Diving into the mechanics: Assume a venture capital firm looking for a 10x return on an investment comes in at the seed stage, puts a million dollars for 10-20% equity. In the ideal case scenario that we are talking about, it invests ~$10M cumulatively in the subsequent rounds on a pro rated basis to defend its stake, also getting diluted when growth capital comes in, ending up at 10%. A 10x return implies a $100M return expectation, which means the company needs to be worth $1B. Calculating backwards, based on the enterprise value to revenue ratio (EV/Revenue) of analogous public companies, you can easily get a sense of the scale you need to potentially be at 5–6 years down the line to make a VC investor greedy.

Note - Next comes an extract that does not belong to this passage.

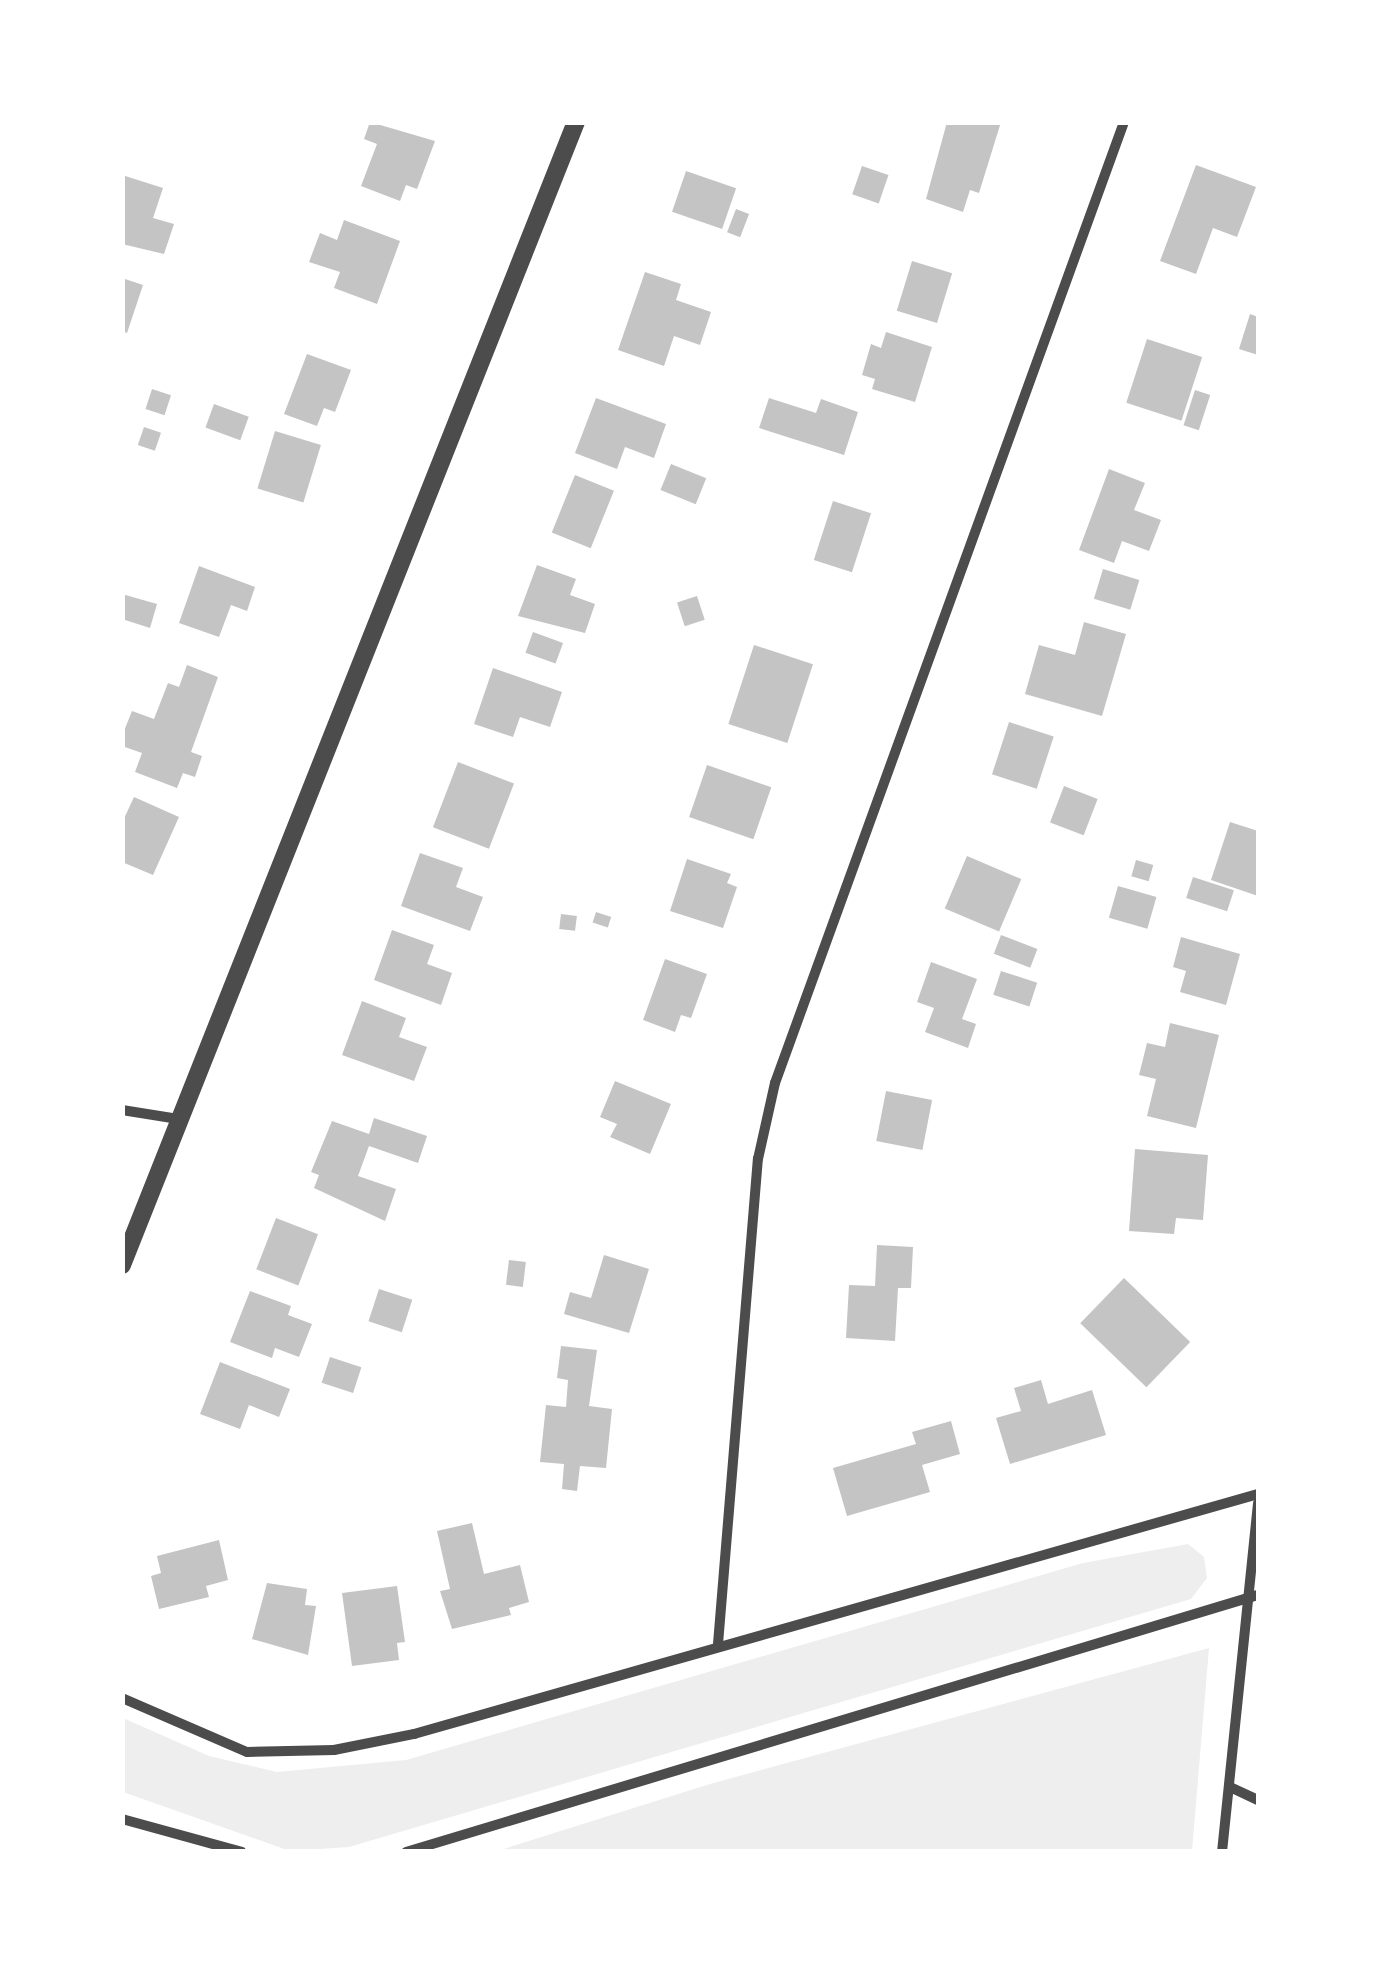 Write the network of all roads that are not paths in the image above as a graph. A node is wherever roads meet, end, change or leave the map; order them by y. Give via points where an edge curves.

Consider marketplaces as an example: Amazon has an EV/Sales ratio of slightly over 3, while for eBay this ratio is 2. Generally, an ecommerce marketplace would be valued at 2–3X its Gross Merchandise Value. So unless my marketplace company is selling over $300M worth of goods by end of year 5, it isn’t “impact potential” for the VC firm. Of course, this ratio varies by business model: Facebook trades at an EV of ~18X its revenue and Apple at ~3X. For consumer app companies like Facebook and Twitter that primarily monetize via ads, it might be prudent to look at the EV/user ratios. TL;DR – it’s critical to figure out what the model is, the implied scale it should attain and whether it seems reasonable in a 5–6 year timeframe, to ensure all stakeholders benefit in the long run.
Growing up in a milestone-oriented educational setup, we’re used to seeking incentives and rewards on a regular basis for comfort and reassurance. A full score on the weekly math test, 5 point reviews at work, we’ve always associated professional success with tangible tokens of appreciation. Of course, big companies aren’t built in a few months or even years. And if you’re the CEO, there’s little chance someone will give you a report card every few months. ‘Funding’ fixes this need for external validation. It becomes a proxy for success when in the truest sense, all it really should be is a lever for success. And that’s where a lot of us lose the plot. “What’s best for my business?” becomes “what’s most conducive to funding?”
It’s important to think big but it’s even more important to be honest with oneself. Does my business really need VC funding? Is this the right time? All good ideas don’t make for good businesses, and all good businesses aren’t necessarily venture backable. This is a great thread on some really successful companies that did not raise venture capital (Dell, Zoho, ESRI, SurveyMonkey), or delayed it until the business was sustainable enough and never needed to use it (eBay, Tableau, GitHub, Shopify). On the other hand, Gigaom that had raised $22M in 6 rounds is a recent example of a niche business that could have probably survived longer without VC infusion.
And hence, I will not raise venture capital when the time comes to do something of my own. My aspirations don’t lie in building a billion dollar company, they lie in doing something I’m passionate about (even if it has a limited, scattered audience — think investigative journalism, spiritual retreats, gourmet food tours!) while being able to draw an adequate amount of money every month. Oh, and the 100% ownership and decision authority is a bonus.